The run-time dispatch is thus performed by:
- picking the right member of the table,
- calling it with the data pointer and arguments.
This means that <X as A>::two
looks like:
fn x_as_a_two(this: *const (), other: usize) -> usize {
let x = unsafe { this as *const X as &X };
x.two(other)
}
Why cannot I use any trait as a type? What's Object Safe?
It's a technical limitation.
There are a number of traits capabilities that cannot be implemented for run-time dispatches:
- associated types,
- associated constants,
- associated generic functions,
- associated functions with
Self
in the signature.
- ... maybe others ....
There are two ways to signal this issue:
- early: refuse to use a
trait
as a type if it has any of the above,
- late: refuse to use any of the above on a
trait
as a type.
For now, Rust chooses to signal the issue early on: traits that do not use any of the above features are call Object Safe and can be used as types.

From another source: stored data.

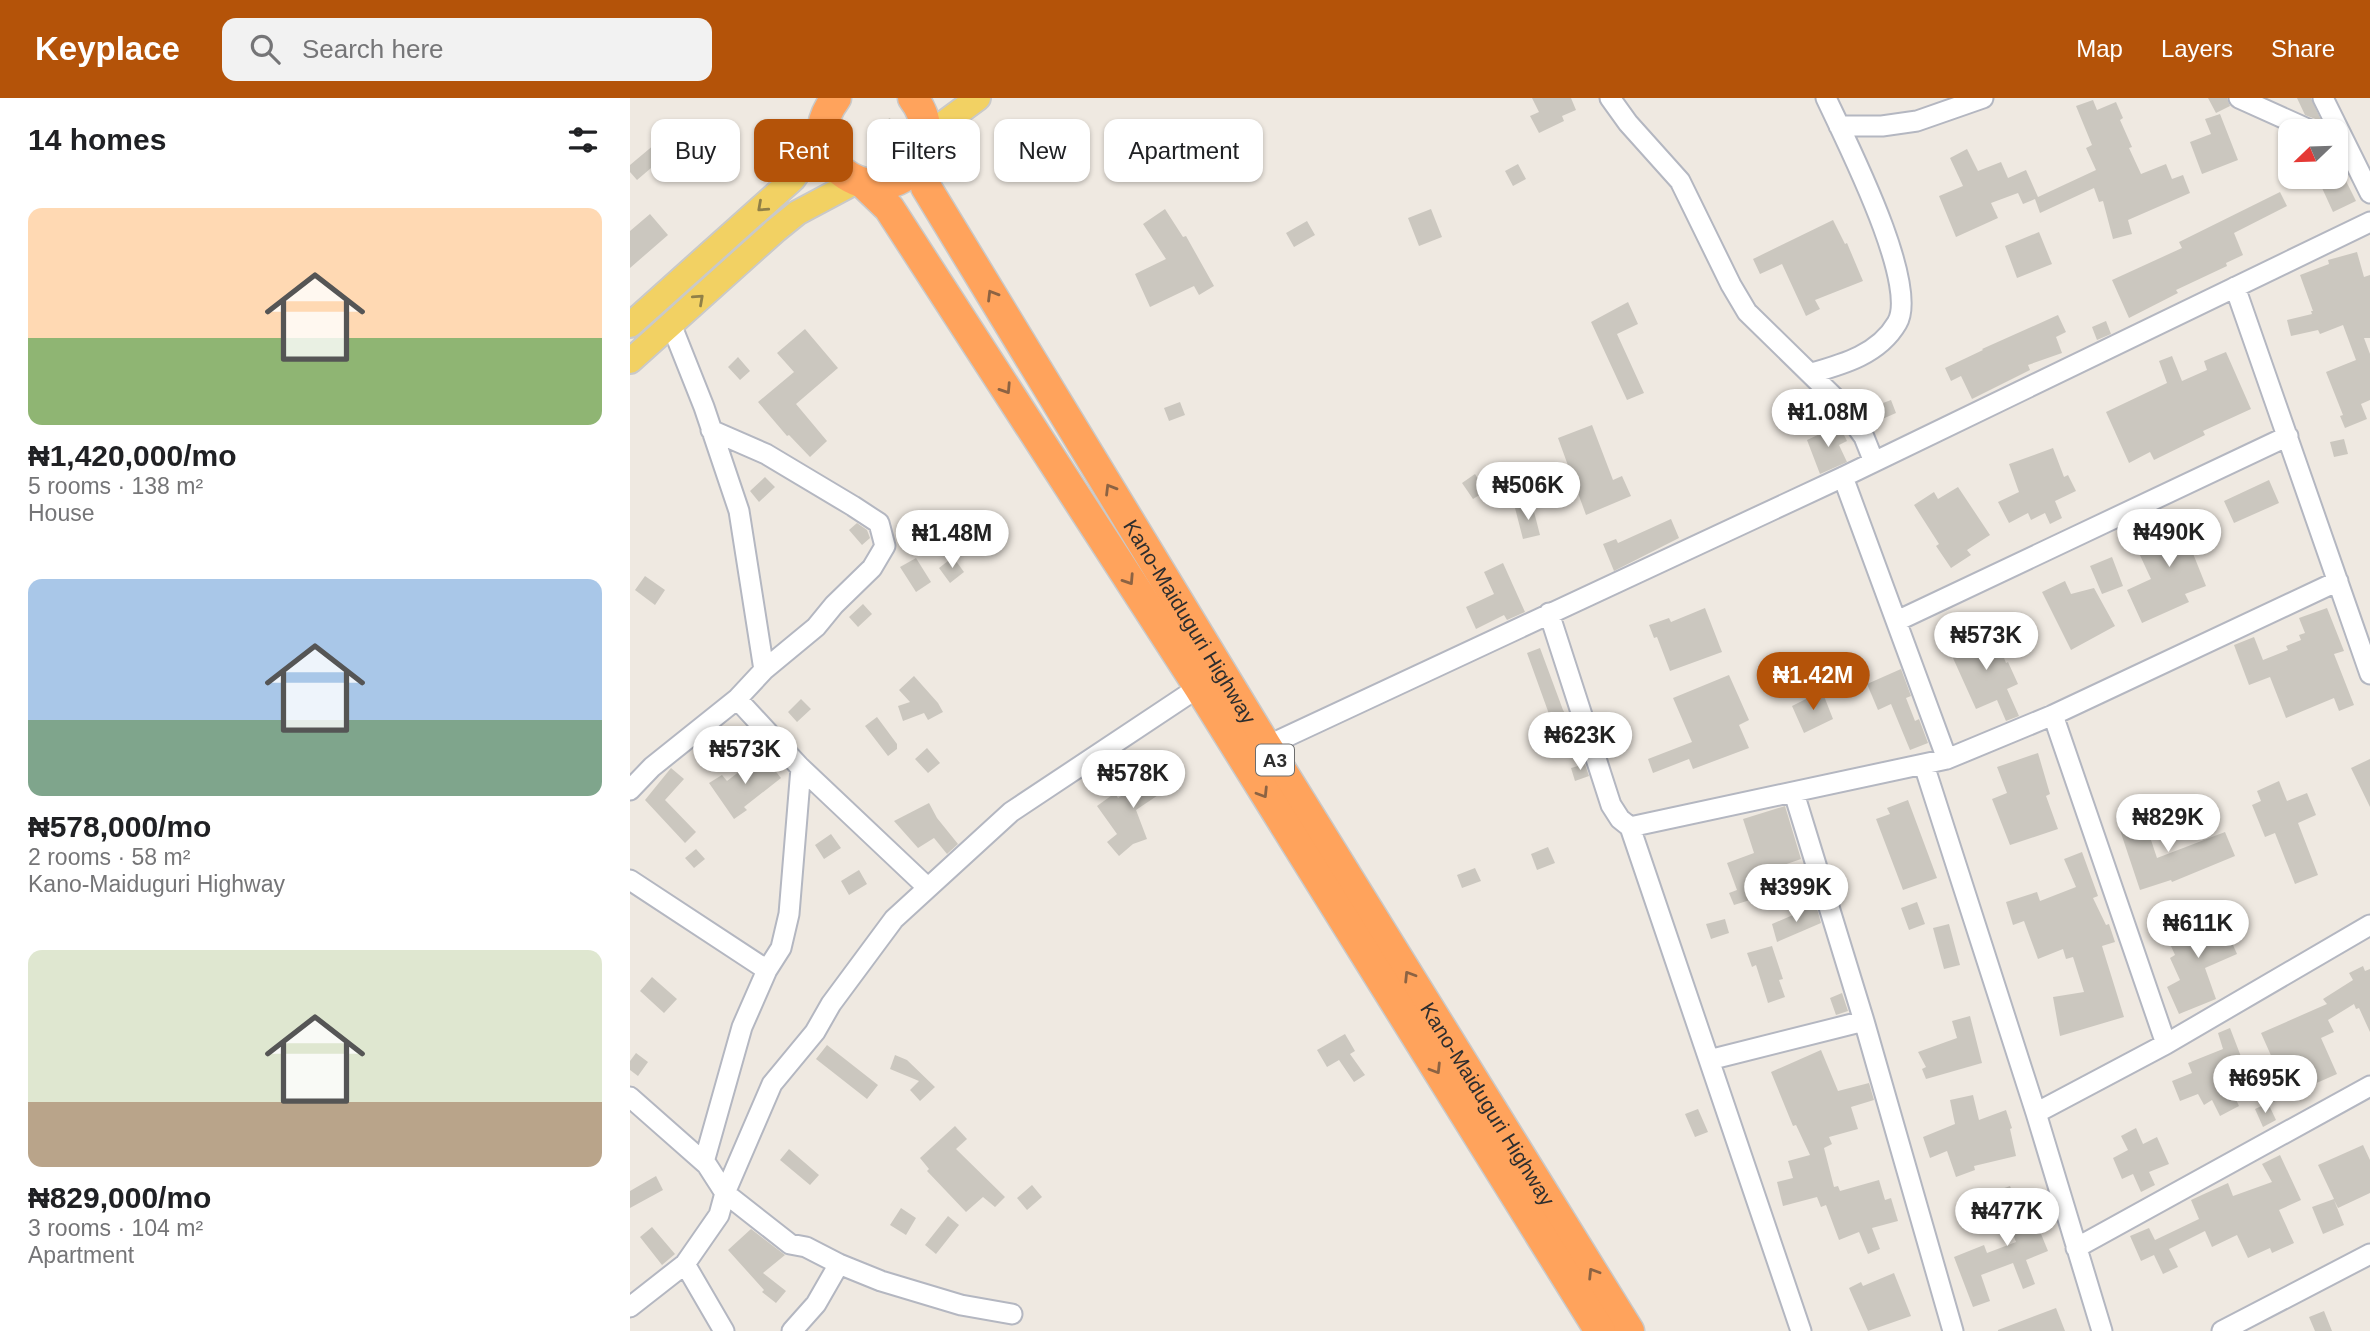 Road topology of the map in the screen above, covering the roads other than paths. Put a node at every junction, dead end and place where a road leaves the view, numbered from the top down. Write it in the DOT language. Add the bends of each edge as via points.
graph roads {
  1 [pos="836,98"];
  2 [pos="913,98"];
  3 [pos="978,98"];
  4 [pos="1610,98"];
  5 [pos="1826,98"];
  6 [pos="1983,98"];
  7 [pos="2239,98"];
  8 [pos="2322,98"];
  9 [pos="822,119"];
  10 [pos="924,119"];
  11 [pos="950,119"];
  12 [pos="2285,119"];
  13 [pos="2331,119"];
  14 [pos="1839,126"];
  15 [pos="2348,154"];
  16 [pos="853,179"];
  17 [pos="790,182"];
  18 [pos="860,182"];
  19 [pos="867,182"];
  20 [pos="925,182"];
  21 [pos="2370,193"];
  22 [pos="2369,224"];
  23 [pos="2235,287"];
  24 [pos="671,324"];
  25 [pos="630,325"];
  26 [pos="630,361"];
  27 [pos="1812,373"];
  28 [pos="711,430"];
  29 [pos="2288,436"];
  30 [pos="1874,462"];
  31 [pos="1843,477"];
  32 [pos="2338,581"];
  33 [pos="1549,613"];
  34 [pos="1896,621"];
  35 [pos="764,670"];
  36 [pos="2370,674"];
  37 [pos="1199,687"];
  38 [pos="737,699"];
  39 [pos="2053,715"];
  40 [pos="1254,752"];
  41 [pos="1947,759"];
  42 [pos="1924,765"];
  43 [pos="801,768"];
  44 [pos="630,790"];
  45 [pos="1794,793"];
  46 [pos="1630,827"];
  47 [pos="630,880"];
  48 [pos="927,887"];
  49 [pos="2370,925"];
  50 [pos="767,970"];
  51 [pos="1864,1021"];
  52 [pos="2166,1044"];
  53 [pos="1709,1060"];
  54 [pos="2370,1086"];
  55 [pos="630,1097"];
  56 [pos="2036,1114"];
  57 [pos="704,1162"];
  58 [pos="725,1193"];
  59 [pos="2076,1248"];
  60 [pos="2370,1254"];
  61 [pos="685,1264"];
  62 [pos="839,1264"];
  63 [pos="630,1307"];
  64 [pos="1012,1314"];
  65 [pos="796,1328"];
  66 [pos="724,1331"];
  67 [pos="1600,1331"];
  68 [pos="1629,1331"];
  69 [pos="1801,1331"];
  70 [pos="1953,1331"];
  71 [pos="2102,1331"];
  72 [pos="2222,1331"];
  1 -- 9 [label="highway"];
  2 -- 10 [label="highway, A3"];
  3 -- 11 [label="main road"];
  4 -- 27 [label="street" via="1680,181 1748,312"];
  5 -- 14 [label="street"];
  6 -- 14 [label="street" via="1917,121"];
  7 -- 12 [label="street"];
  8 -- 13 [label="street"];
  14 -- 27 [label="street" via="1886,235 1903,307 1887,337 1868,352 1846,364"];
  15 -- 21 [label="street"];
  16 -- 18 [label="highway, A3"];
  17 -- 25 [label="main road, one-way"];
  18 -- 19 [label="highway"];
  24 -- 18 [label="main road, one-way" via="797,213"];
  18 -- 37 [label="highway, Kano-Maiduguri Highway / A3, one-way" via="889,208"];
  40 -- 20 [label="highway, Kano-Maiduguri Highway / A3, one-way"];
  22 -- 23 [label="street"];
  23 -- 29 [label="street"];
  23 -- 30 [label="street"];
  24 -- 26 [label="main road"];
  24 -- 28 [label="street"];
  27 -- 30 [label="street" via="1854,419"];
  28 -- 35 [label="street" via="739,511"];
  28 -- 35 [label="street" via="766,454 879,523 885,545 872,568 816,627"];
  29 -- 32 [label="street"];
  29 -- 34 [label="street"];
  30 -- 31 [label="street"];
  31 -- 33 [label="street"];
  31 -- 34 [label="street"];
  32 -- 36 [label="street"];
  32 -- 39 [label="street"];
  33 -- 40 [label="street"];
  33 -- 46 [label="street" via="1611,805"];
  34 -- 41 [label="street"];
  35 -- 38 [label="street"];
  37 -- 40 [label="highway, Kano-Maiduguri Highway / A3"];
  37 -- 48 [label="street" via="1011,812"];
  38 -- 43 [label="street"];
  38 -- 44 [label="street"];
  39 -- 41 [label="street"];
  39 -- 52 [label="street"];
  40 -- 67 [label="highway, Kano-Maiduguri Highway / A3, one-way"];
  68 -- 40 [label="highway, Kano-Maiduguri Highway / A3, one-way"];
  41 -- 42 [label="street"];
  42 -- 45 [label="street"];
  42 -- 56 [label="street"];
  43 -- 48 [label="street"];
  43 -- 50 [label="street" via="789,914 781,948"];
  45 -- 46 [label="street"];
  45 -- 51 [label="street"];
  46 -- 53 [label="street"];
  47 -- 50 [label="street"];
  48 -- 58 [label="street" via="894,919 831,1004 816,1032 772,1084"];
  49 -- 52 [label="street"];
  50 -- 57 [label="street" via="742,1027"];
  51 -- 53 [label="street"];
  51 -- 70 [label="street"];
  52 -- 56 [label="street"];
  53 -- 69 [label="street"];
  54 -- 59 [label="street"];
  55 -- 57 [label="street"];
  56 -- 59 [label="street"];
  57 -- 58 [label="street"];
  58 -- 61 [label="street" via="719,1214"];
  58 -- 62 [label="street" via="790,1244"];
  59 -- 71 [label="street"];
  60 -- 72 [label="street"];
  61 -- 63 [label="street"];
  61 -- 66 [label="street"];
  62 -- 64 [label="street" via="961,1305"];
  62 -- 65 [label="street"];
}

Traits that are not Object Safe cannot be used as types, and an error is immediately triggered.
Now what?
In your case, simply switch from compile-time polymorphism to run-time polymorphism for the method:
pub trait Messenger : Sync + Send {
fn send_embed(&self, u64, &str, f: &FnOnce(String) -> String)
-> Option<u64>;
}
There is a little wrinkle: FnOnce
requires moving out of the f
and it's only borrowed here, so instead you need to use FnMut
or Fn
. FnMut
is next more generic method, so:
pub trait Messenger : Sync + Send {
fn send_embed(&self, u64, &str, f: &FnMut(String) -> String)
-> Option<u64>;
}
This makes the Messenger
trait Object Safe and therefore allows you to use a &Messenger
, Box<Messenger>
, ...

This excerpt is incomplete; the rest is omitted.